Conclusion: the truth shall set us free

 

The Syrian conflict is one of the most contested conflicts in history. Ideological and geopolitical biases have prevented a complex picture from being sketched, and produced too many one-sided narratives. But neither fact-finding nor interpretation is a black-and-white affair. The complexity and ambivalence of the conflict can be found in a broad range of topics, such the many inconvenient and politically inexpedient forms of violence. For example, the Assad regime claimed to fight for Palestine, but has killed more Palestinians than Israel by a long stretch. On many occasions throughout the conflict, the regime sent the army into loyalist areas, not to fight the rebels, but to stop its own irregular militiamen (shabbiha) from looting. The regime claimed to combat terrorism, but until 2011 was working hand in glove with those same al-Qaeda fighters it had sent to Iraq, who, only a few years later, as hardened fighters would set up Jabhat al-Nusra and wreak havoc on loyalist neighborhoods.

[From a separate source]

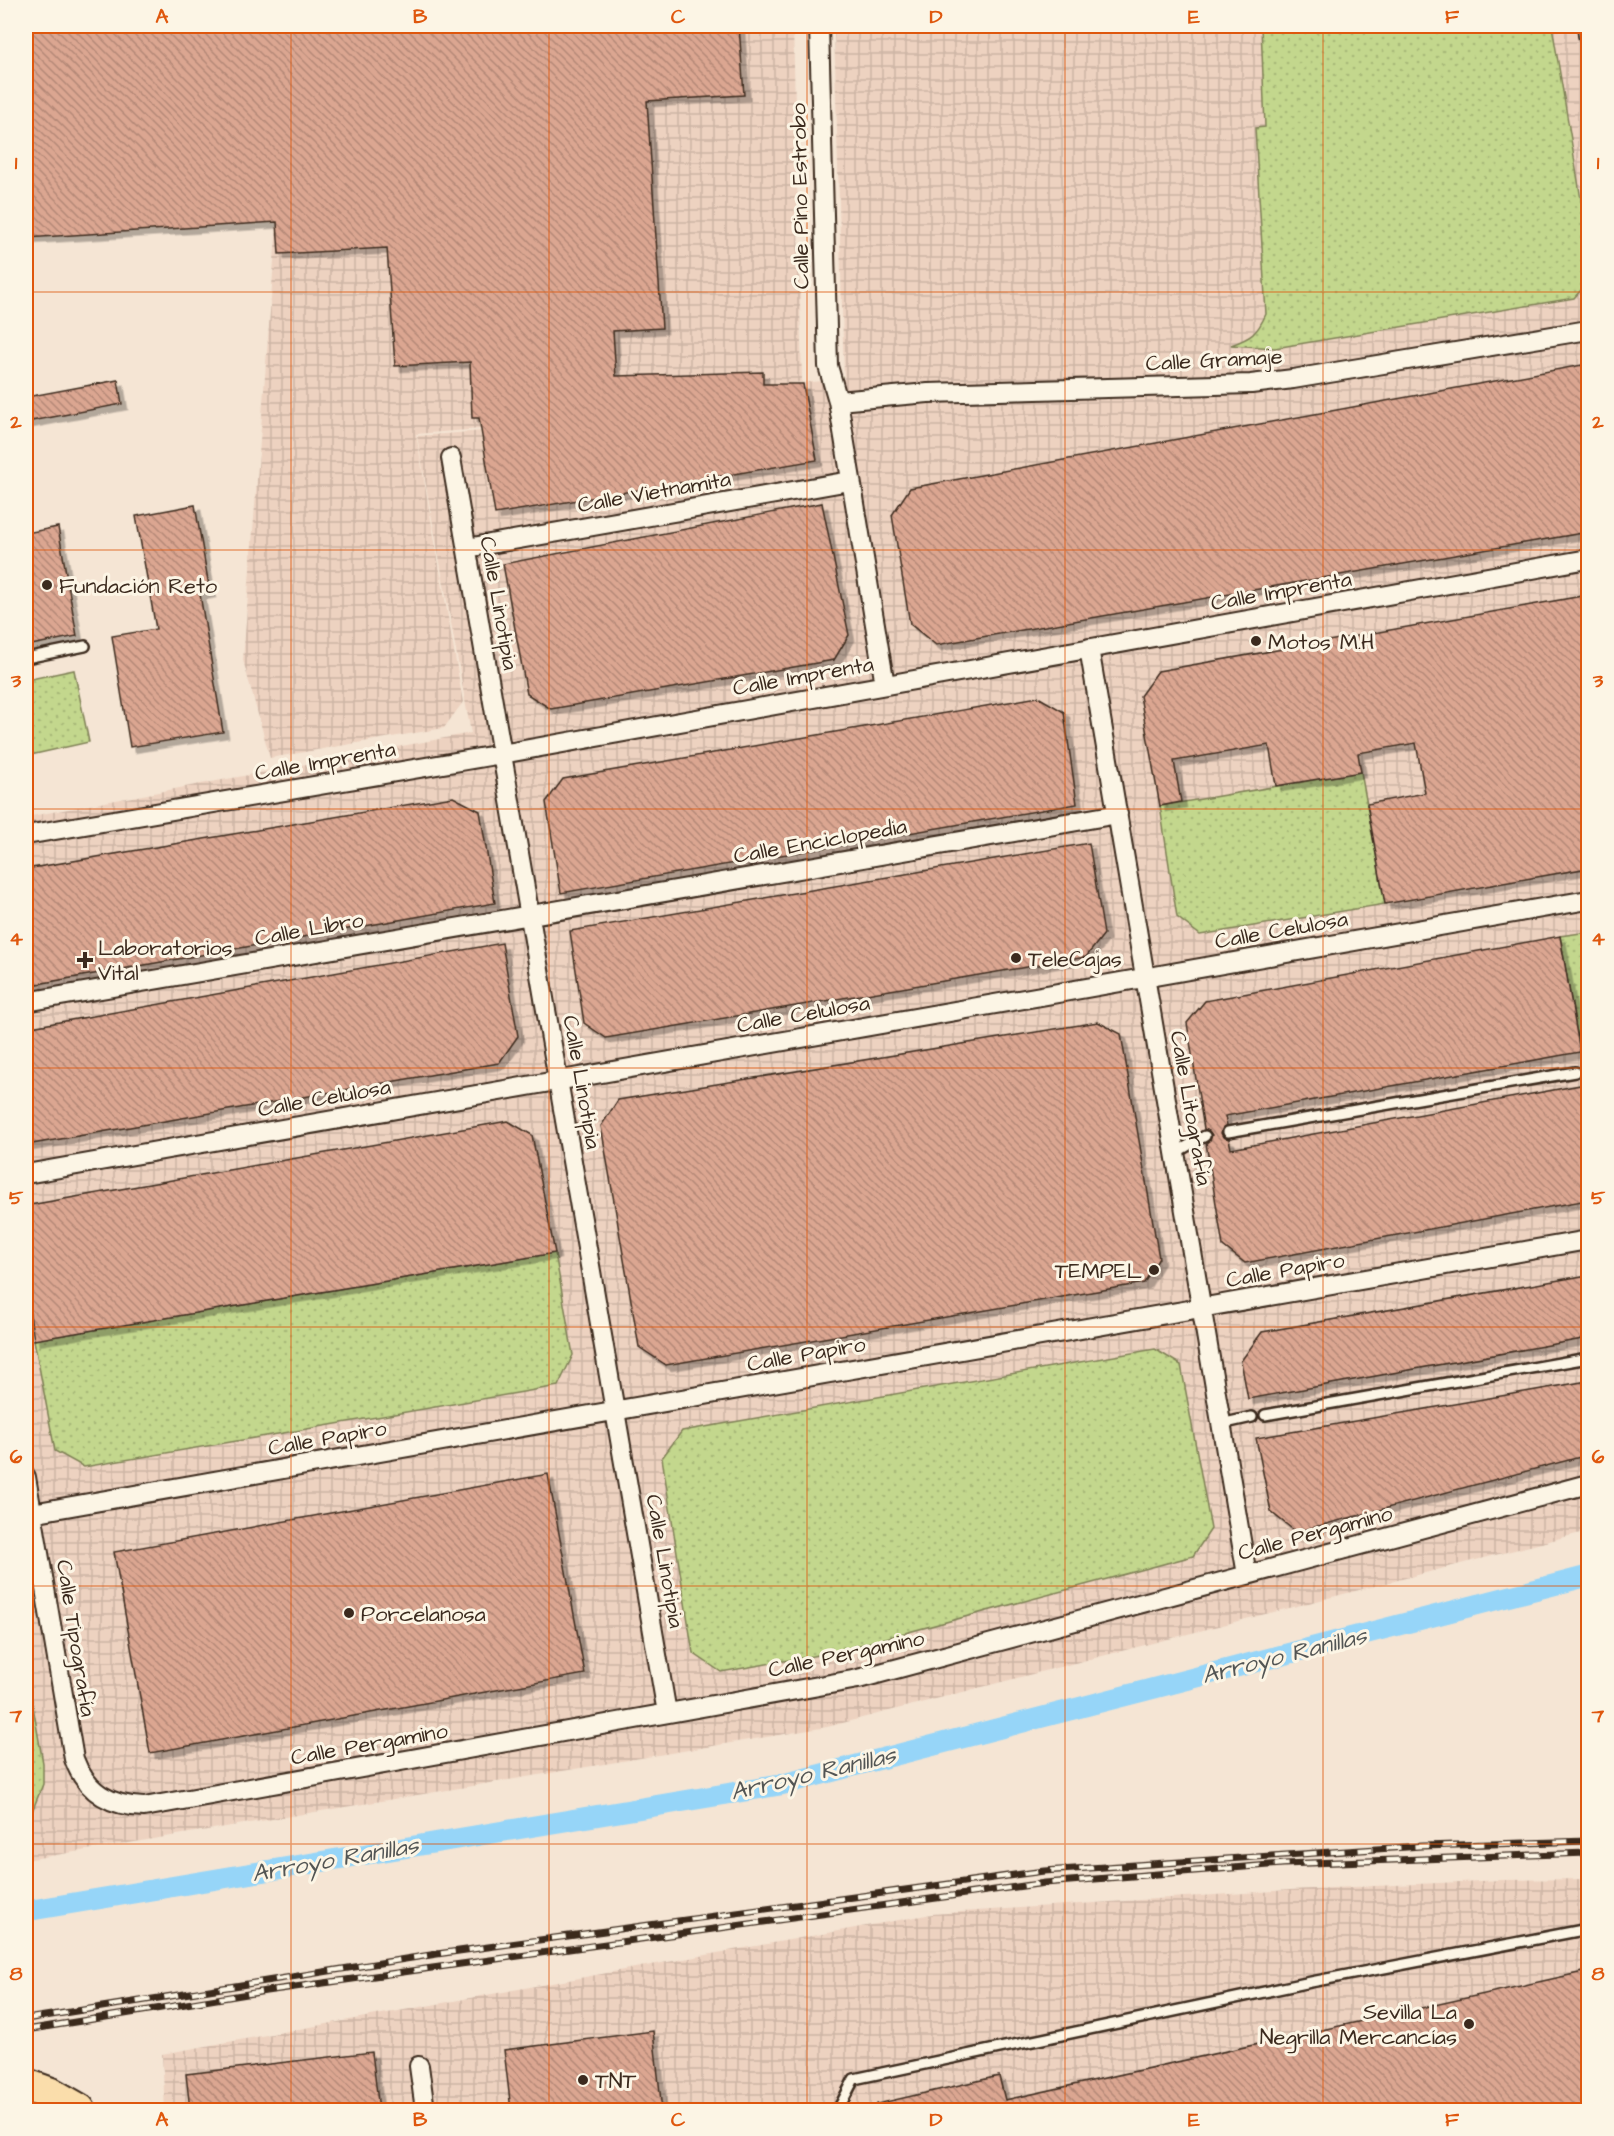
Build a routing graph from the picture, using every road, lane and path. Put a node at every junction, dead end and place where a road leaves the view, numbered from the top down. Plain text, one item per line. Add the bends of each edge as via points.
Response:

And the regime is hardly the only actor with such inconsistencies to explain. The Kurdish People’s Protection Units (YPG), which claimed to champion Kurdish rights, were involved in the suppression of other Kurdish social and political movements in Rojava/Jazeera. ISIS purported to fight with Sunni Muslims against the “apostates” of the regime, but it sold oil to that same regime and executed Sunnis as “spies” on the most spurious of pretexts. The revolution, too, had to grapple with some embarrassing events: many Aleppo revolutionaries who supported the charismatic rebel commander Abdelqader Saleh were shocked when they realized that rural class resentment drove his Tawhid Brigade to loot upscale areas of Aleppo on a massive scale. And what to say about Syria’s entangled histories? The many mixed marriages and multi-sectarian families (Sunni/Shia, Christian/Muslim) that fell apart? Or those tribes in eastern Syria that first worked with the regime, then with ISIS, then with the Kurdish-led SDF, and then again with the regime? Obviously, no conflict is black and white, but it is these types of greyscales that offer a deeper understanding of Syria’s dynamics. We need a patient, meticulous analysis of these situations and processes, steering clear of moralist, dichotomous portrayals.

The Syrian cataclysm needs a broad-based research program that addresses all of these issues, and more, so that we gain lucidity and combat denial and distortion. Not for the sake of advocacy, but for the sake of truth.